The talent within HP
Despite its challenges, HP retains a wealth of talent across its engineering, sustainability, and customer service teams. These individuals have the expertise to drive innovation, from designing modular, repairable devices to implementing circular economy principles. However, their potential remains constrained by a corporate strategy focused on short-term profits.
Empowering its workforce with the freedom to innovate could unlock new avenues for growth. HP’s engineers could lead the industry in creating durable, sustainable products, while its sustainability advocates could pioneer impactful programmes like SecuReuse.
Challenges on the road ahead
The path to recovery will not be easy. HP faces several obstacles:
- Cultural resistance: Moving from a high-margin, transactional model to one focused on long-term relationships and sustainability will challenge entrenched corporate practices.
- Financial investment: Scaling initiatives like SecuReuse globally will require significant upfront capital.
- Market re-education: Convincing consumers to prioritise durability and sustainability over price will take time.

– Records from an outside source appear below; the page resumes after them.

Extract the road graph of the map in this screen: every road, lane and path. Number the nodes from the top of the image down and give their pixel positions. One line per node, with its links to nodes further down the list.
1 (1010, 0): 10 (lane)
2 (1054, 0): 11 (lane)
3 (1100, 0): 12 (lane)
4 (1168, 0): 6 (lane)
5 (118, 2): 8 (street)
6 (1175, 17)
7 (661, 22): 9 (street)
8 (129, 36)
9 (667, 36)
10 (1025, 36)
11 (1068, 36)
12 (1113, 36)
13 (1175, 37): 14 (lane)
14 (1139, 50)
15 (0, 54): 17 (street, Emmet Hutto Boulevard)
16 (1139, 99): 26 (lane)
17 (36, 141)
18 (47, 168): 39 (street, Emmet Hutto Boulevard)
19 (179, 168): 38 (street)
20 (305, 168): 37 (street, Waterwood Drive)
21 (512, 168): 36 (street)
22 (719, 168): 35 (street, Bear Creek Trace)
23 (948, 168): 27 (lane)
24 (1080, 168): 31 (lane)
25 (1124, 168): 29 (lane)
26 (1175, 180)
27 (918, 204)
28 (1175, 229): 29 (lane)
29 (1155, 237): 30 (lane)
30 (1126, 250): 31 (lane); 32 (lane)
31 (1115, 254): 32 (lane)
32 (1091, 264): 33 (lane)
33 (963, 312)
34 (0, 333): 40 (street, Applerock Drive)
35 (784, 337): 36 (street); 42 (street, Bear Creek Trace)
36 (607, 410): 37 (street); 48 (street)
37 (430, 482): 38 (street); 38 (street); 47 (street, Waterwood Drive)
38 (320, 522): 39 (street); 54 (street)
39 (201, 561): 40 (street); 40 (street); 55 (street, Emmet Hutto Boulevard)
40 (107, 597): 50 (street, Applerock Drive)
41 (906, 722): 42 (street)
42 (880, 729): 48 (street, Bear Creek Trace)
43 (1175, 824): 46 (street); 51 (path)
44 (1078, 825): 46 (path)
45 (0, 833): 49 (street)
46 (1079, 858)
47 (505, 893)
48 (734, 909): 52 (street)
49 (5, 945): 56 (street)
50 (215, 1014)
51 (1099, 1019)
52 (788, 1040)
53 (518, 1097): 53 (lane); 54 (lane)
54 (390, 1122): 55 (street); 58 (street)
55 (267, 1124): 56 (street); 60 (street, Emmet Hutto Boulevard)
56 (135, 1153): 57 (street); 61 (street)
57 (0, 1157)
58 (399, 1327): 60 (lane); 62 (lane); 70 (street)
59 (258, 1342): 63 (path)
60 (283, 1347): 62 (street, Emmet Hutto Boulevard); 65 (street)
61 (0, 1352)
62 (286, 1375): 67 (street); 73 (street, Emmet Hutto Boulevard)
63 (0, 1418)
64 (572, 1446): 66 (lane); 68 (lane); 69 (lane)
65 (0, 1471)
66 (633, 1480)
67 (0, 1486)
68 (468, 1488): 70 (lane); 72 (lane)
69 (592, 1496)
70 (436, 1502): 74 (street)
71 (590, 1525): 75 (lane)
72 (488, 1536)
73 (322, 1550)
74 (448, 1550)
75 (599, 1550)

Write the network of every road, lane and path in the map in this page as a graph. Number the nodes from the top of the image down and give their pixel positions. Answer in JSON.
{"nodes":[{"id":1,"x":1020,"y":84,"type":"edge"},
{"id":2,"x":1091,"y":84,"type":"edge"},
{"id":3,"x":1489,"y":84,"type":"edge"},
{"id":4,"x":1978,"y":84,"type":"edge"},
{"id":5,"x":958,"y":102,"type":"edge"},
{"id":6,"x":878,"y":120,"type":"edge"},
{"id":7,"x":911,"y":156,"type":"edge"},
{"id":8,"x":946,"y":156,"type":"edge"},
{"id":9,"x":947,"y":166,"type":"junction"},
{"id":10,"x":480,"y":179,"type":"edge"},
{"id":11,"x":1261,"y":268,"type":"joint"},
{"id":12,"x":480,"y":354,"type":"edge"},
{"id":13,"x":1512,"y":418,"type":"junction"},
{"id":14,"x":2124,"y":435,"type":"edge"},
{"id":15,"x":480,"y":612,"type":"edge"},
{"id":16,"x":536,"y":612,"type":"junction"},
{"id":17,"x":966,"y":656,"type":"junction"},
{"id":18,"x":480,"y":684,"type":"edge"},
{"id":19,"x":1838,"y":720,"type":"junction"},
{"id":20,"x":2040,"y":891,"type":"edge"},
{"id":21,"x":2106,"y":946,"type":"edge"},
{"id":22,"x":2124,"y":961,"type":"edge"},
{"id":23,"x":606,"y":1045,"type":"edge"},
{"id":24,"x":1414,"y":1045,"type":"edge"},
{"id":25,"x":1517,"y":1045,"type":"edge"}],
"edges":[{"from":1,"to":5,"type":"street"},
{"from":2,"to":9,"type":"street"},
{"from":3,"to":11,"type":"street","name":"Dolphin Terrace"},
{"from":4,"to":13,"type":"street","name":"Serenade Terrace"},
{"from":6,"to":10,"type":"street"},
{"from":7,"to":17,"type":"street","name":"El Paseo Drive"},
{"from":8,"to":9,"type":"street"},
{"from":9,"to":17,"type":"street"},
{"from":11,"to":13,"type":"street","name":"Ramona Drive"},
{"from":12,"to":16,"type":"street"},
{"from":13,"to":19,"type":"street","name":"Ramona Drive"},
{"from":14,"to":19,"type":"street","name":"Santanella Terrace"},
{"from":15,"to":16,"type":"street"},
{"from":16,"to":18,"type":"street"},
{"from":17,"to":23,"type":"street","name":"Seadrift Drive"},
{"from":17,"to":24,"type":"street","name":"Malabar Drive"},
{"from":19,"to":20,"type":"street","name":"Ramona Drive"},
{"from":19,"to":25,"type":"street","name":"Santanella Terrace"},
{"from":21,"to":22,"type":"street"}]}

A pessimistic outlook for 2025 and beyond
Without decisive action, HP’s decline seems likely to accelerate. Its restrictive policies, delayed sustainability initiatives, and failure to adapt to market trends leave it vulnerable to further brand value and market share erosion. By 2025, HP risks slipping further down the OEM hierarchy, eclipsed by competitors who have better anticipated and responded to consumer demands.
The rise of Epson, Brother, and Xerox reflects a shift in the industry towards transparency, affordability, and sustainability. If HP cannot align itself with these values, it may find itself relegated to irrelevance—a shadow of the industry giant it once was.
For HP, the time for half-measures has passed. Bold strategies like expanding SecuReuse globally, embracing the Miele Effect, and empowering its workforce represent its best chance for recovery. Yet, the clock is ticking, and its competitors are not standing still.
The choice is stark: adapt boldly or fade into obscurity. The stakes could not be higher for a company that once led the world in printing innovation.